## DATA PROVIDED
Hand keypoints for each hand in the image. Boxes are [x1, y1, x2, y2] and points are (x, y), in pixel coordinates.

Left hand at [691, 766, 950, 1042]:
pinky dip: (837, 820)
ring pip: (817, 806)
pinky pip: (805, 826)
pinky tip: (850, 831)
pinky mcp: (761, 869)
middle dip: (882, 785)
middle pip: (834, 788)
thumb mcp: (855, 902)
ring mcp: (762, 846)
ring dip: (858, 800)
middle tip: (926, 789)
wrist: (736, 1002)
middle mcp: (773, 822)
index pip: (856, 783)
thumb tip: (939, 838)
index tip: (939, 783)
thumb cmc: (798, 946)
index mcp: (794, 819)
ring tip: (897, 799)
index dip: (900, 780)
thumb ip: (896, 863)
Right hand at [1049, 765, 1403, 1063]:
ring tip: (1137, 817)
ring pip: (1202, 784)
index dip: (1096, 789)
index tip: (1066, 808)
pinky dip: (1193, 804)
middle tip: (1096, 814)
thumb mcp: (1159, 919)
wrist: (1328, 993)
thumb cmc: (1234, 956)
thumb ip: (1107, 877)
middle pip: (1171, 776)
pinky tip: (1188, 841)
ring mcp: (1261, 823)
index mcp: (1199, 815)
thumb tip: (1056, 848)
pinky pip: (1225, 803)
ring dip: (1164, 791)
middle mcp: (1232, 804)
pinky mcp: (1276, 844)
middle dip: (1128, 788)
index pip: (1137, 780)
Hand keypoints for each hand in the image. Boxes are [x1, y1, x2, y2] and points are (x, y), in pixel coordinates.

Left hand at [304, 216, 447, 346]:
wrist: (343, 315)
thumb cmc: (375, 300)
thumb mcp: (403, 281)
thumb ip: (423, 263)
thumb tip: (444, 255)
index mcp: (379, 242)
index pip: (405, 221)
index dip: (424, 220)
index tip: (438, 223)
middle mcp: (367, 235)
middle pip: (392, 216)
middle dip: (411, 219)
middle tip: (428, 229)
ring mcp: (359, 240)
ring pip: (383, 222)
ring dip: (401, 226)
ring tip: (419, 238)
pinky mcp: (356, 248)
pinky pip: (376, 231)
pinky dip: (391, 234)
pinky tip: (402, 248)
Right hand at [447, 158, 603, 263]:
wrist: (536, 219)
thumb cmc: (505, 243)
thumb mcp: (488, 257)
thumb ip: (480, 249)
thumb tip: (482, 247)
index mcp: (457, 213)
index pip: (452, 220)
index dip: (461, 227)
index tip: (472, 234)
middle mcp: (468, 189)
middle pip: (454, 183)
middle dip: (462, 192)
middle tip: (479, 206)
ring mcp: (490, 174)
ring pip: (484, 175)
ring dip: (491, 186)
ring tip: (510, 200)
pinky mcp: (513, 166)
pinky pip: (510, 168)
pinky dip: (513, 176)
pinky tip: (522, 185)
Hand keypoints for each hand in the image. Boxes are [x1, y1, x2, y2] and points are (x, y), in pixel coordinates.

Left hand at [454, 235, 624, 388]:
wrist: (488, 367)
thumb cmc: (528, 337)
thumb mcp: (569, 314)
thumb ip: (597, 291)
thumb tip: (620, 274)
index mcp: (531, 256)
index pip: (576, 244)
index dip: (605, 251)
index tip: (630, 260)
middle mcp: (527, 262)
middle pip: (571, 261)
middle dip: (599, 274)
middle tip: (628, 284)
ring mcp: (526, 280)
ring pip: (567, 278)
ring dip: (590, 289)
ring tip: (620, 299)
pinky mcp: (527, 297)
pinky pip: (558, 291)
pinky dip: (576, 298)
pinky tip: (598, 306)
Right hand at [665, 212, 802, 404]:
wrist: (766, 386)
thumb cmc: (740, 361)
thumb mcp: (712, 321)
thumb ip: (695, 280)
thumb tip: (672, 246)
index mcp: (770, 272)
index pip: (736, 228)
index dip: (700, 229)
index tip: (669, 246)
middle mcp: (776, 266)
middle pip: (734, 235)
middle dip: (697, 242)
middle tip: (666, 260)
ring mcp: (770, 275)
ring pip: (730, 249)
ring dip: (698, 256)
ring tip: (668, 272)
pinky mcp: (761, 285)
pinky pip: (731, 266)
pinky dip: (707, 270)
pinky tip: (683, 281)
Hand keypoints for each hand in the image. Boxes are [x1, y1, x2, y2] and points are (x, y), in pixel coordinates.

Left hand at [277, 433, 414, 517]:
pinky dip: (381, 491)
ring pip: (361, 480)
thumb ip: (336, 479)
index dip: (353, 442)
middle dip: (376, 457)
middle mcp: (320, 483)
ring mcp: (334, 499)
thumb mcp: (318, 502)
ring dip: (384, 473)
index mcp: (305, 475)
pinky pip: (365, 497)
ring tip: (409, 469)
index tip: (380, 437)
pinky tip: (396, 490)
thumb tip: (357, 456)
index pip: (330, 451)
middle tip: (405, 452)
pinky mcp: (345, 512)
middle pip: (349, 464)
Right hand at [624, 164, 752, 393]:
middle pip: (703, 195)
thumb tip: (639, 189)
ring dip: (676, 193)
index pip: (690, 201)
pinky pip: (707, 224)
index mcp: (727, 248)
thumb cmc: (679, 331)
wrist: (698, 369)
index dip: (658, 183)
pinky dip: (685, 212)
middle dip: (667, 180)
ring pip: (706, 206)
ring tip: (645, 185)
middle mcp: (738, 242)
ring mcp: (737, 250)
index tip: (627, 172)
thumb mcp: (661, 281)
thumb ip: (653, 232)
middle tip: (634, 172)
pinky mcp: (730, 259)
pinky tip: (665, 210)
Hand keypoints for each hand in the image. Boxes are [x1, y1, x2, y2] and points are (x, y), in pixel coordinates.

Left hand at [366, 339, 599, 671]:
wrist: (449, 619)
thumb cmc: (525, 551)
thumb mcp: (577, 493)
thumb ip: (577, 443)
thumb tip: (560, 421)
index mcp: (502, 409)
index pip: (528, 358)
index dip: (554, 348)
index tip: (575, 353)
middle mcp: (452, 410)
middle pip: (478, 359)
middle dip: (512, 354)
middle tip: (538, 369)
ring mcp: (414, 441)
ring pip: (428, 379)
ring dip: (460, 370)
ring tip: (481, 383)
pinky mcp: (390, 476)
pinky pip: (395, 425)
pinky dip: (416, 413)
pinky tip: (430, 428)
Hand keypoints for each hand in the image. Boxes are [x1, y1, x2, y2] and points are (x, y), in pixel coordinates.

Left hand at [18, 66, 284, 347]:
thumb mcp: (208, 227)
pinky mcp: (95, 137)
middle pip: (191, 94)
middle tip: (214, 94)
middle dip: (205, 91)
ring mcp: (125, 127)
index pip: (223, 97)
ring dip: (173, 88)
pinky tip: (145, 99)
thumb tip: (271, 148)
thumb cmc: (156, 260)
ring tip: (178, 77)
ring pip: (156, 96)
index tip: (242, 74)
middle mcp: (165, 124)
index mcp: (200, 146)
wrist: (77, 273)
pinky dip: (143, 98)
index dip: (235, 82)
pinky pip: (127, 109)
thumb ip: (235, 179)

## ACTIVITY
For this exercise, write out all of the data exactly.

## RESULT OF THE EXERCISE
Hand keypoints for each hand in the image. Boxes are [x1, y1, x2, y2] and points are (x, y), in pixel coordinates.

Left hand at [691, 766, 950, 1042]:
pinky dip: (837, 820)
ring pip: (817, 806)
pinky pip: (805, 826)
pinky tip: (850, 831)
pinky mcp: (761, 869)
middle dip: (882, 785)
middle pip: (834, 788)
thumb mcp: (855, 902)
ring mcp: (762, 846)
ring dip: (858, 800)
middle tip: (926, 789)
wrist: (736, 1002)
middle mcp: (773, 822)
index pip: (856, 783)
thumb tip: (939, 838)
index tip: (939, 783)
thumb cmc: (798, 946)
index mcp: (794, 819)
ring tip: (897, 799)
index dip: (900, 780)
thumb ip: (896, 863)
Right hand at [1049, 765, 1403, 1063]:
ring tip: (1137, 817)
ring pip: (1202, 784)
index dip: (1096, 789)
index tip: (1066, 808)
pinky dip: (1193, 804)
middle tip: (1096, 814)
thumb mcp: (1159, 919)
wrist: (1328, 993)
thumb cmc: (1234, 956)
thumb ip: (1107, 877)
middle pip: (1171, 776)
pinky tip: (1188, 841)
ring mcp: (1261, 823)
index mcp: (1199, 815)
thumb tip: (1056, 848)
pinky pip: (1225, 803)
ring dip: (1164, 791)
middle mcp: (1232, 804)
pinky mcp: (1276, 844)
middle dip: (1128, 788)
index pip: (1137, 780)
Hand keypoints for each hand in the image. Boxes are [x1, y1, x2, y2] and points are (x, y), in pixel coordinates.

Left hand at [304, 216, 447, 346]:
wrist: (343, 315)
thumb cmc: (375, 300)
thumb mcp: (403, 281)
thumb ip: (423, 263)
thumb tip: (444, 255)
index mcp: (379, 242)
index pip: (405, 221)
index dip: (424, 220)
index tip: (438, 223)
middle mcp: (367, 235)
middle pip: (392, 216)
middle dip: (411, 219)
middle tip: (428, 229)
ring mcp: (359, 240)
ring pip: (383, 222)
ring dip: (401, 226)
ring tip: (419, 238)
pinky mcp: (356, 248)
pinky pip: (376, 231)
pinky dip: (391, 234)
pinky tip: (402, 248)
Right hand at [447, 158, 603, 263]:
wrist: (536, 219)
thumb cmc: (505, 243)
thumb mcp: (488, 257)
thumb ip: (480, 249)
thumb tip: (482, 247)
index mcp: (457, 213)
index pip: (452, 220)
index dip: (461, 227)
index tip: (472, 234)
middle mcp: (468, 189)
middle pip: (454, 183)
middle dip: (462, 192)
middle tip: (479, 206)
ring mcp: (490, 174)
ring pip: (484, 175)
ring dip: (491, 186)
ring tip: (510, 200)
pinky mcp: (513, 166)
pinky pip: (510, 168)
pinky dip: (513, 176)
pinky tip: (522, 185)
Hand keypoints for each hand in the image. Boxes are [x1, y1, x2, y2] and points are (x, y), in pixel coordinates.

Left hand at [454, 235, 624, 388]:
wrist: (488, 367)
thumb cmc: (528, 337)
thumb mcp: (569, 314)
thumb ip: (597, 291)
thumb tip: (620, 274)
index mcp: (531, 256)
index pip: (576, 244)
index dip: (605, 251)
index tip: (630, 260)
middle mcp: (527, 262)
middle pip: (571, 261)
middle dip: (599, 274)
middle tip: (628, 284)
ring mcp: (526, 280)
ring pip: (567, 278)
ring dip: (590, 289)
ring tip: (620, 299)
pinky mcp: (527, 297)
pinky pip: (558, 291)
pinky dip: (576, 298)
pinky tip: (598, 306)
Right hand at [665, 212, 802, 404]:
wrist: (766, 386)
thumb cmc: (740, 361)
thumb mcp: (712, 321)
thumb ip: (695, 280)
thumb tip: (672, 246)
index mcp: (770, 272)
index pip: (736, 228)
index dip: (700, 229)
index tip: (669, 246)
middle mcp: (776, 266)
middle pip: (734, 235)
middle dip: (697, 242)
middle tip: (666, 260)
ring mcp: (770, 275)
ring pip: (730, 249)
ring dip: (698, 256)
ring tip: (668, 272)
pinky mcp: (761, 285)
pinky pip: (731, 266)
pinky dip: (707, 270)
pinky tip: (683, 281)
Hand keypoints for each hand in the image. Boxes are [x1, y1, x2, y2] and points are (x, y), in pixel coordinates.

Left hand at [277, 433, 414, 517]:
pinky dip: (381, 491)
ring pip: (361, 480)
thumb ip: (336, 479)
index dip: (353, 442)
middle dip: (376, 457)
middle mcp: (320, 483)
ring mcp: (334, 499)
thumb mcp: (318, 502)
ring dip: (384, 473)
index mcp: (305, 475)
pinky pip: (365, 497)
ring tip: (409, 469)
index tip: (380, 437)
pinky tip: (396, 490)
thumb tip: (357, 456)
index pip: (330, 451)
middle tip: (405, 452)
pinky mcp: (345, 512)
middle pip: (349, 464)
Right hand at [624, 164, 752, 393]:
middle pip: (703, 195)
thumb tip: (639, 189)
ring dip: (676, 193)
index pip: (690, 201)
pinky pip: (707, 224)
index mcp: (727, 248)
thumb cmc: (679, 331)
wrist: (698, 369)
index dip: (658, 183)
pinky dip: (685, 212)
middle dip: (667, 180)
ring pip: (706, 206)
ring tip: (645, 185)
middle mcp: (738, 242)
ring mcp: (737, 250)
index tip: (627, 172)
thumb mcp: (661, 281)
thumb ip: (653, 232)
middle tip: (634, 172)
pinky mcp: (730, 259)
pinky tip: (665, 210)
Hand keypoints for each hand in the image. Boxes are [x1, y1, x2, y2] and points are (x, y), in pixel coordinates.

Left hand at [366, 339, 599, 671]:
wrist: (449, 619)
thumb cmc: (525, 551)
thumb mcp: (577, 493)
thumb ip: (577, 443)
thumb tip: (560, 421)
index mcp: (502, 409)
index pip: (528, 358)
index dip: (554, 348)
index tip: (575, 353)
middle mcp: (452, 410)
middle pip: (478, 359)
middle dip: (512, 354)
middle tip: (538, 369)
ring mcp: (414, 441)
ring pip: (428, 379)
ring dip: (460, 370)
ring tip: (481, 383)
pinky mcp: (390, 476)
pinky pip: (395, 425)
pinky dip: (416, 413)
pinky tip: (430, 428)
Hand keypoints for each hand in the image. Boxes are [x1, y1, x2, y2] and points are (x, y), in pixel coordinates.

Left hand at [18, 66, 284, 347]:
thumb mcp: (208, 227)
pinky mcp: (95, 137)
middle pip: (191, 94)
middle tip: (214, 94)
middle dip: (205, 91)
ring mcp: (125, 127)
index pip: (223, 97)
ring dip: (173, 88)
pinky tip: (145, 99)
thumb tip: (271, 148)
thumb cmc: (156, 260)
ring tip: (178, 77)
ring pip: (156, 96)
index tip: (242, 74)
middle mcp: (165, 124)
index mcp: (200, 146)
wrist: (77, 273)
pinky dip: (143, 98)
index dip: (235, 82)
pinky pip: (127, 109)
thumb ip: (235, 179)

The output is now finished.